EXERCISE PROMPT: Output only the lines from the line holding "pinky mcp: (762, 1014)" through the close of the records, exactly as they appear, with all pictures omitted.

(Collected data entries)
================

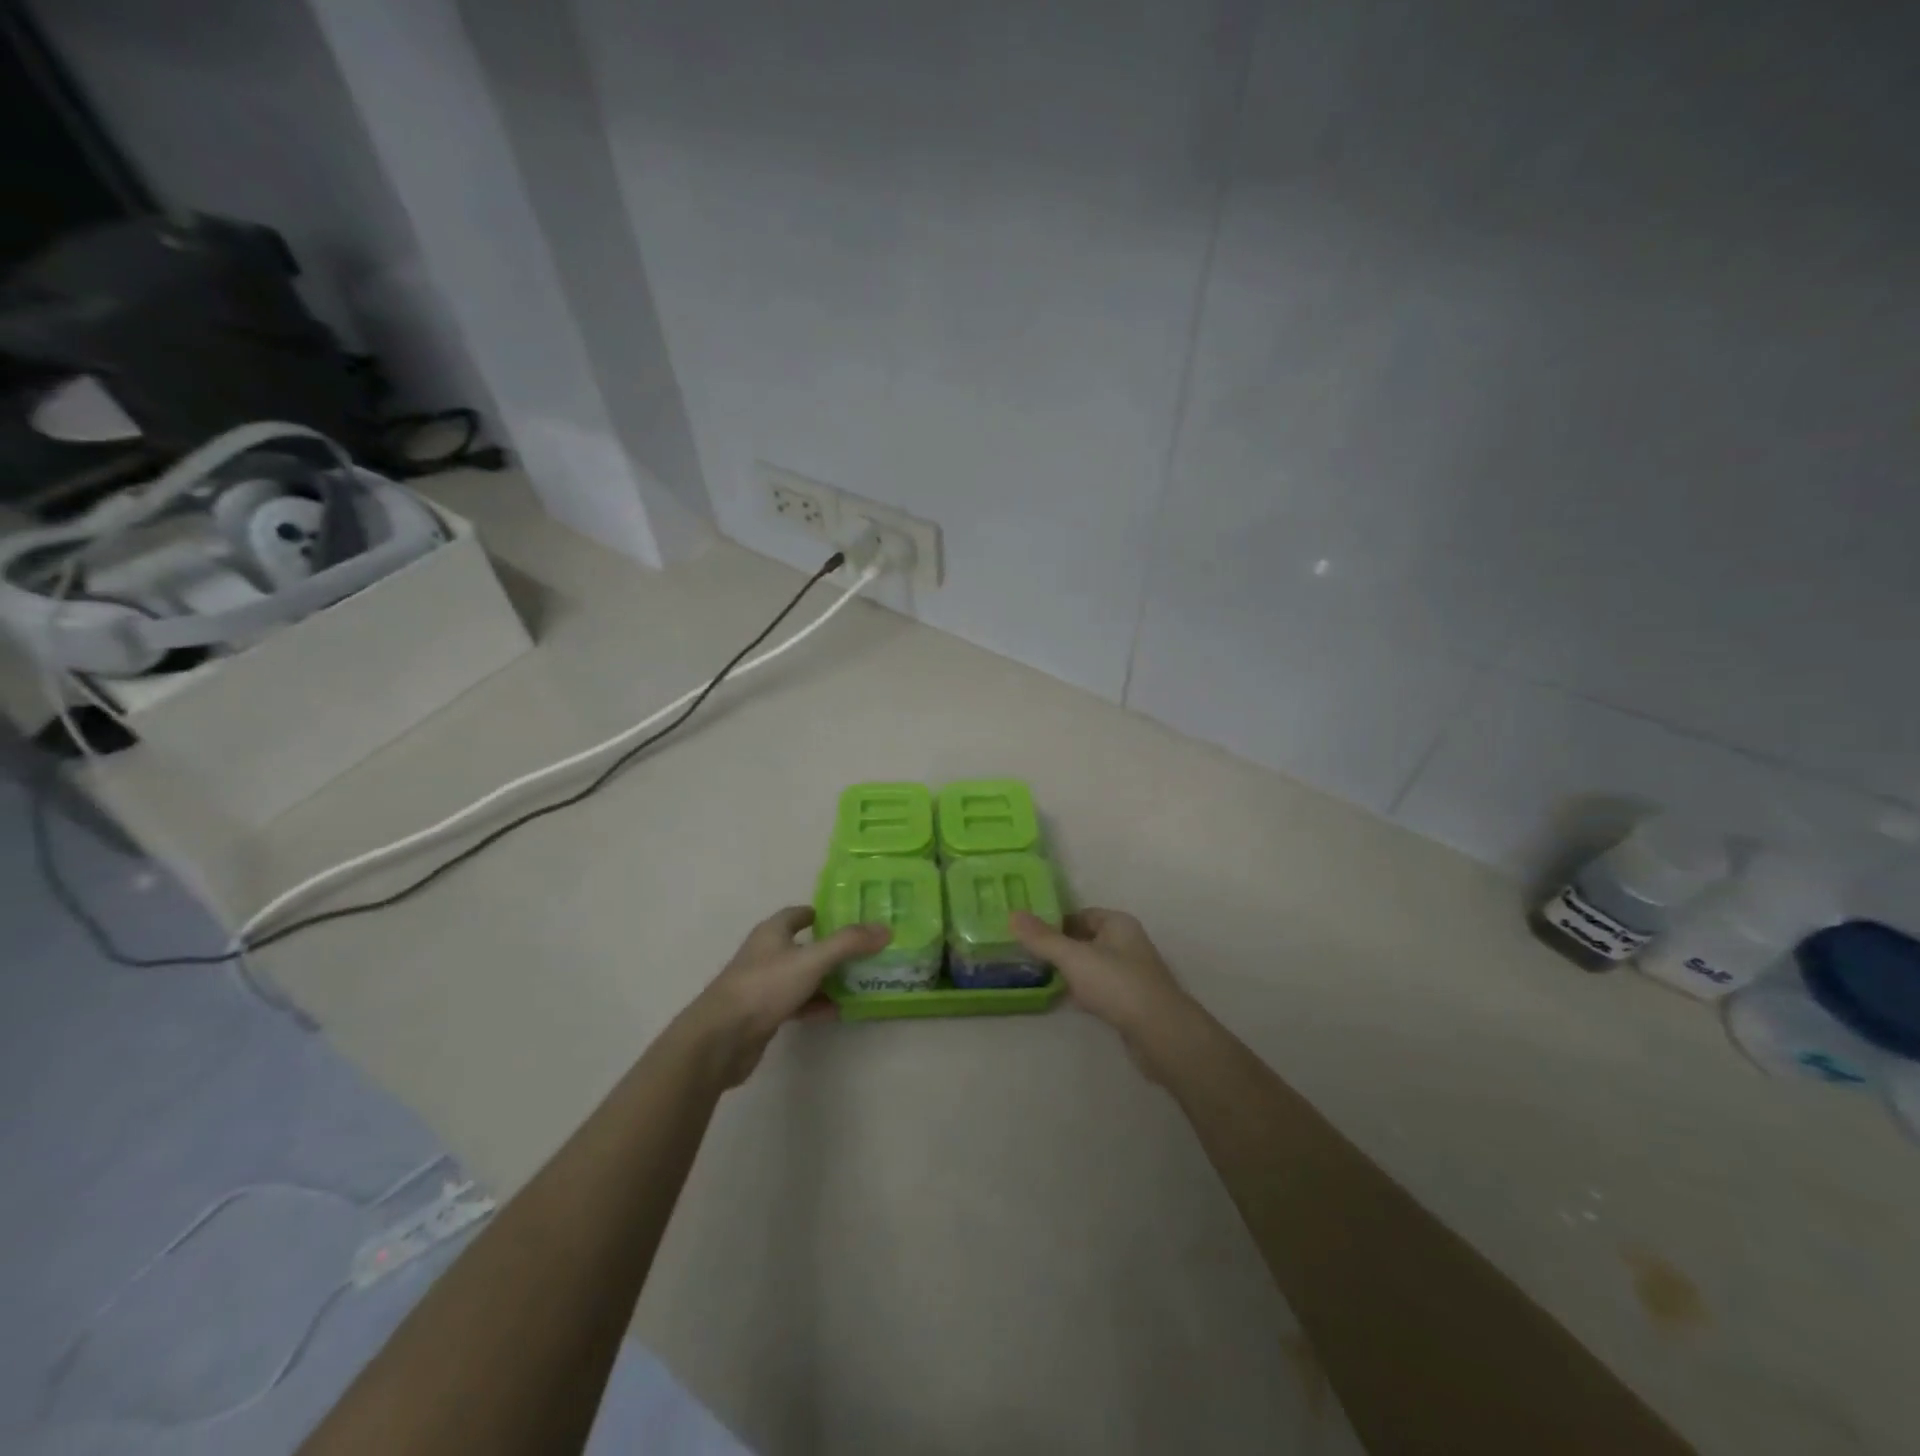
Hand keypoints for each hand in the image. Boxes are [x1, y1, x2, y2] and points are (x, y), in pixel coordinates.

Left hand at [680, 907, 888, 1085]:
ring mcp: (762, 985)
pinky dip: (815, 1004)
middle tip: (864, 952)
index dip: (821, 914)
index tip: (848, 918)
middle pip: (803, 946)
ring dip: (826, 979)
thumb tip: (885, 929)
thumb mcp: (812, 960)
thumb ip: (849, 944)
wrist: (721, 1039)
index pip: (798, 914)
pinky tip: (837, 1011)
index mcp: (772, 932)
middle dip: (831, 948)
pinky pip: (796, 1003)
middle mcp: (766, 954)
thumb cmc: (765, 987)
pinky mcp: (762, 1014)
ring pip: (801, 976)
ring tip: (858, 982)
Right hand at [1010, 908, 1197, 1072]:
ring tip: (1041, 978)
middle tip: (1028, 956)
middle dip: (1060, 947)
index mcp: (1118, 924)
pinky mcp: (1131, 1001)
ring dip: (1071, 971)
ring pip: (1092, 965)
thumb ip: (1043, 938)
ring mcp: (1131, 973)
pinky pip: (1100, 989)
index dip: (1055, 922)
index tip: (1029, 934)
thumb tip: (1013, 914)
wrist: (1161, 1033)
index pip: (1081, 914)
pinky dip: (1083, 992)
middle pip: (1086, 939)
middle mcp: (1127, 943)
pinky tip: (1067, 1001)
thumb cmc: (1117, 984)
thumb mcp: (1074, 957)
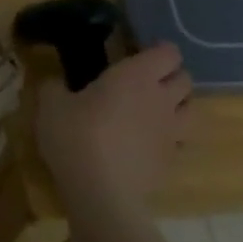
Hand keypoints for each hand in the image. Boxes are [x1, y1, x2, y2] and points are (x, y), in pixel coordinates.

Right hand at [36, 42, 192, 213]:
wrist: (99, 190)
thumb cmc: (75, 136)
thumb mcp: (51, 105)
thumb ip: (54, 86)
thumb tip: (55, 81)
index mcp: (136, 76)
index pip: (167, 52)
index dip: (156, 51)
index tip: (136, 54)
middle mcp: (162, 99)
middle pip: (185, 78)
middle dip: (169, 76)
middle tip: (143, 82)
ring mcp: (172, 131)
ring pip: (191, 108)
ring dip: (177, 105)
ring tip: (154, 110)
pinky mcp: (172, 160)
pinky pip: (180, 140)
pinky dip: (169, 137)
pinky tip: (147, 143)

================

EXERCISE RESPONSE:
pinky mcp: (762, 1014)
ring pip: (801, 976)
ring tip: (858, 982)
Right hand at [1010, 908, 1197, 1072]:
ring tip: (1041, 978)
middle tip: (1028, 956)
middle dip: (1060, 947)
index mcp: (1118, 924)
pinky mcp: (1131, 1001)
ring dip: (1071, 971)
ring pip: (1092, 965)
thumb ip: (1043, 938)
ring mcp: (1131, 973)
pinky pip: (1100, 989)
index dip: (1055, 922)
index tip: (1029, 934)
thumb tip: (1013, 914)
wrist: (1161, 1033)
index pip: (1081, 914)
pinky dip: (1083, 992)
middle pip: (1086, 939)
middle mcp: (1127, 943)
pinky tip: (1067, 1001)
thumb cmc: (1117, 984)
thumb mcp: (1074, 957)
Hand keypoints for each hand in the image. Boxes are [x1, y1, x2, y2] and points are (x, y), in pixel coordinates.

Right hand at [36, 42, 192, 213]:
wrist: (99, 190)
thumb cmc: (75, 136)
thumb mcp: (51, 105)
thumb ip: (54, 86)
thumb tip: (55, 81)
index mcp: (136, 76)
index pip: (167, 52)
index dip: (156, 51)
index tip: (136, 54)
middle mcp: (162, 99)
middle pip: (185, 78)
middle dip: (169, 76)
middle tip: (143, 82)
ring mcp: (172, 131)
ring pip: (191, 108)
ring dip: (177, 105)
ring tip: (154, 110)
pinky mcp: (172, 160)
pinky pip: (180, 140)
pinky dip: (169, 137)
pinky tip: (147, 143)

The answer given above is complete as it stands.